Mas a rede global de criminosos cibernéticos também aumentou seu jogo.
Além do uso de criptomoedas como Monero e criptografia mais forte, os novos mercados da darknet estão se voltando para “misturadores” de criptomoedas integrados que aumentam o anonimato do usuário, ocultando as origens dos pagamentos.
E a falta de regulamentação continua a ajudar o comércio no mercado da darknet. Os regulamentos sobre criptomoeda variam muito em todo o mundo, o que significa que os mercados podem mudar para um novo país sempre que alguém reprimir . E a reação contra a sanção de agosto de 2022 de um desses misturadores – Tornado Cash – destacou como é difícil regular as tecnologias que suportam o anonimato do usuário.
Enquanto os reguladores federais descobrem como regular o blockchain, Monero anunciou atualizações de criptografia em agosto para melhorar o anonimato do usuário.
Ajustando-se a uma paisagem alterada
Portanto, esta nova geração de mercados da darknet está se espalhando por empresas cibercriminosas com motivações obscuras e nacionalistas que aprenderam com os erros de segurança operacional de seus predecessores.

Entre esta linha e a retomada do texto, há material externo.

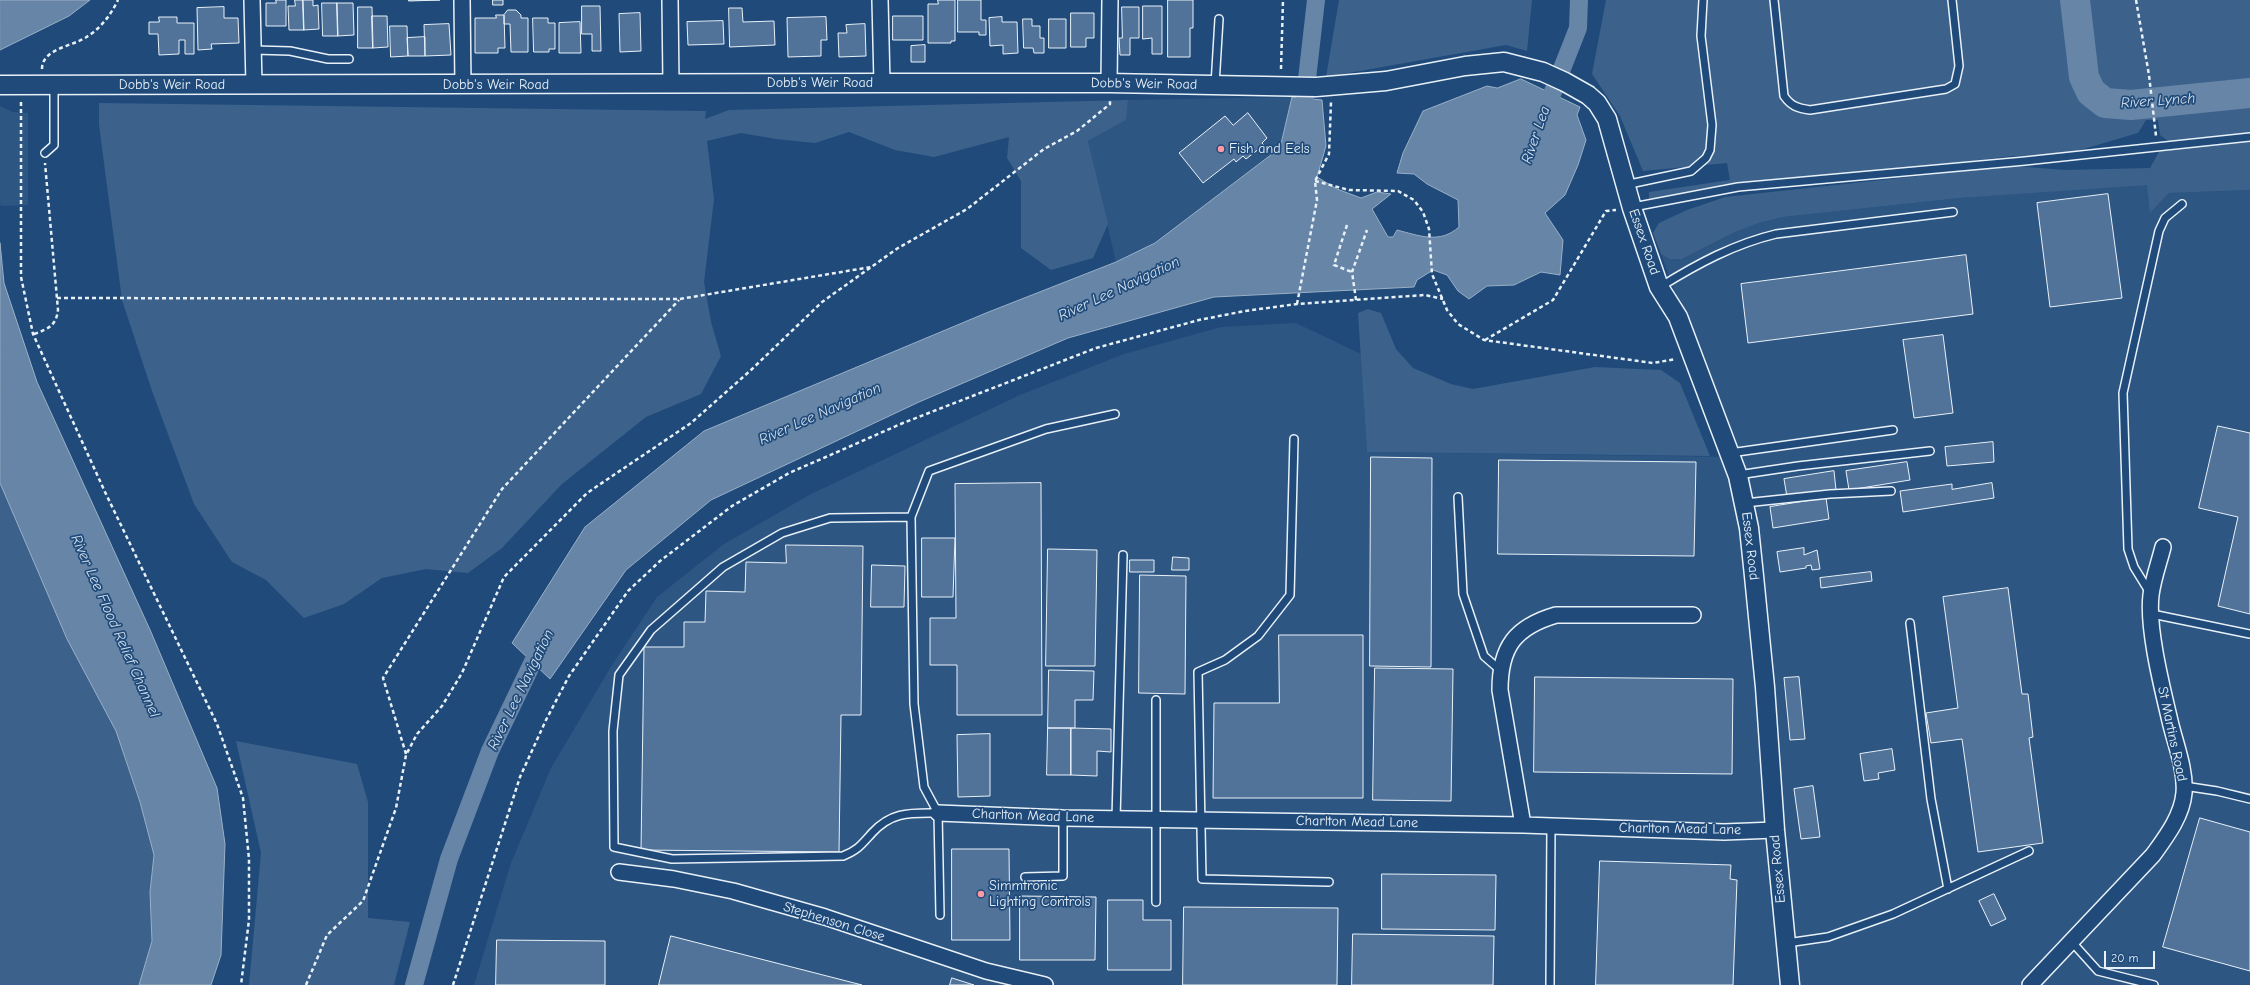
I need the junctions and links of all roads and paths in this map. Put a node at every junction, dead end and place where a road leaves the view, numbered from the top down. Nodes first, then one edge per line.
1 (118, 0) edge
2 (252, 0) edge
3 (462, 0) edge
4 (670, 0) edge
5 (880, 0) edge
6 (1110, 0) edge
7 (1283, 0) edge
8 (1703, 0) edge
9 (1774, 0) edge
10 (1952, 0) edge
11 (2136, 0) edge
12 (1219, 19) dead end
13 (254, 50) junction
14 (349, 59) dead end
15 (882, 83) junction
16 (1109, 83) junction
17 (671, 84) junction
18 (0, 85) edge
19 (49, 85) junction
20 (254, 85) junction
21 (463, 85) junction
22 (1215, 85) junction
23 (1280, 86) junction
24 (1326, 87) junction
25 (20, 103) dead end
26 (1611, 130) joint
27 (2250, 137) edge
28 (2158, 146) junction
29 (44, 153) joint
30 (1314, 181) junction
31 (1625, 185) junction
32 (2182, 204) dead end
33 (1632, 208) junction
34 (1952, 212) dead end
35 (1347, 225) dead end
36 (1368, 230) dead end
37 (873, 266) junction
38 (1352, 272) junction
39 (1659, 287) junction
40 (57, 298) junction
41 (680, 299) junction
42 (1443, 299) junction
43 (1356, 300) junction
44 (1297, 304) junction
45 (33, 334) junction
46 (1484, 340) junction
47 (1692, 352) junction
48 (1115, 414) dead end
49 (1893, 430) dead end
50 (1294, 439) dead end
51 (1930, 451) dead end
52 (1730, 453) junction
53 (1738, 476) junction
54 (1891, 491) dead end
55 (1458, 497) dead end
56 (1744, 503) junction
57 (911, 518) junction
58 (2163, 547) dead end
59 (1123, 555) dead end
60 (2151, 595) junction
61 (1693, 614) dead end
62 (2152, 614) junction
63 (1910, 623) dead end
64 (2250, 634) edge
65 (1500, 670) junction
66 (1156, 700) dead end
67 (406, 755) junction
68 (2183, 786) junction
69 (2250, 799) edge
70 (938, 813) junction
71 (1063, 818) junction
72 (1116, 819) junction
73 (1156, 819) junction
74 (1202, 820) junction
75 (1523, 825) junction
76 (1551, 826) junction
77 (1775, 830) junction
78 (2029, 851) dead end
79 (620, 872) dead end
80 (1025, 877) dead end
81 (1329, 882) dead end
82 (1948, 889) junction
83 (1156, 902) dead end
84 (940, 915) dead end
85 (2071, 941) junction
86 (1785, 943) junction
87 (1039, 984) edge
88 (241, 985) edge
89 (306, 985) edge
90 (453, 985) edge
91 (1550, 985) edge
92 (1790, 985) edge
93 (2030, 985) edge
94 (2154, 985) edge

1 - 19 path
2 - 13 street
3 - 21 street
4 - 17 street
5 - 15 street
6 - 16 street
7 - 23 path
8 - 31 lane
9 - 10 lane
11 - 28 path
12 - 22 lane
13 - 14 lane
13 - 20 street
15 - 16 street, Dobb's Weir Road
15 - 17 street, Dobb's Weir Road
16 - 22 street, Dobb's Weir Road
16 - 37 path
17 - 21 street, Dobb's Weir Road
18 - 19 street, Dobb's Weir Road
19 - 20 street, Dobb's Weir Road
19 - 29 lane
20 - 21 street, Dobb's Weir Road
22 - 23 street, Dobb's Weir Road
23 - 24 street, Dobb's Weir Road
24 - 26 street, Dobb's Weir Road
24 - 30 path
25 - 45 path
26 - 31 street, Essex Road
27 - 28 lane
28 - 33 lane
29 - 40 path
30 - 42 path
30 - 44 path
31 - 33 street, Essex Road
32 - 60 lane
33 - 39 street, Essex Road
33 - 46 path
34 - 39 lane
35 - 38 path
36 - 38 path
37 - 41 path
37 - 67 path
38 - 43 path
39 - 47 street, Essex Road
40 - 41 path
40 - 45 path
41 - 67 path
42 - 43 path
42 - 46 path
43 - 44 path
44 - 90 path
45 - 88 path
46 - 47 path
47 - 52 street, Essex Road
48 - 57 lane
49 - 52 lane
50 - 74 lane
51 - 53 lane
52 - 53 street, Essex Road
53 - 56 street, Essex Road
54 - 56 lane
55 - 65 lane
56 - 77 street, Essex Road
57 - 70 lane
57 - 70 lane
58 - 60 street, St Martins Road
59 - 72 lane
60 - 62 street, St Martins Road
61 - 65 street
62 - 64 lane
62 - 68 street, St Martins Road
63 - 82 lane
65 - 75 street
66 - 73 lane
67 - 89 path
68 - 69 lane
68 - 85 street, St Martins Road
70 - 71 street, Charlton Mead Lane
70 - 84 lane
71 - 72 street, Charlton Mead Lane
71 - 80 lane
72 - 73 street, Charlton Mead Lane
73 - 74 street, Charlton Mead Lane
73 - 83 lane
74 - 75 street, Charlton Mead Lane
74 - 81 lane
75 - 76 street, Charlton Mead Lane
76 - 77 street, Charlton Mead Lane
76 - 91 lane
77 - 86 street, Essex Road
78 - 82 lane
79 - 87 street, Stephenson Close
82 - 86 lane
85 - 93 street, St Martins Road
85 - 94 lane
86 - 92 street, Essex Road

E eles estão ficando cada vez mais ativos. Somente no primeiro semestre de 2022, mais de 236 milhões de ataques de ransomware foram relatados em todo o mundo.
“Você precisa entender que é um alvo, seja de um grupo cibercriminoso organizado, de ransomware ou de um estado-nação tentando roubar sua propriedade intelectual”, disse Keith Mularski, ex-investigador cibernético do FBI.
E à medida que as motivações desses grupos mudam, as abordagens para reprimi-los provavelmente também mudarão.
No final das contas, a chave para lidar com essas ameaças cibernéticas sombrias, disse Mularski, é entender a “pessoa no final do teclado”.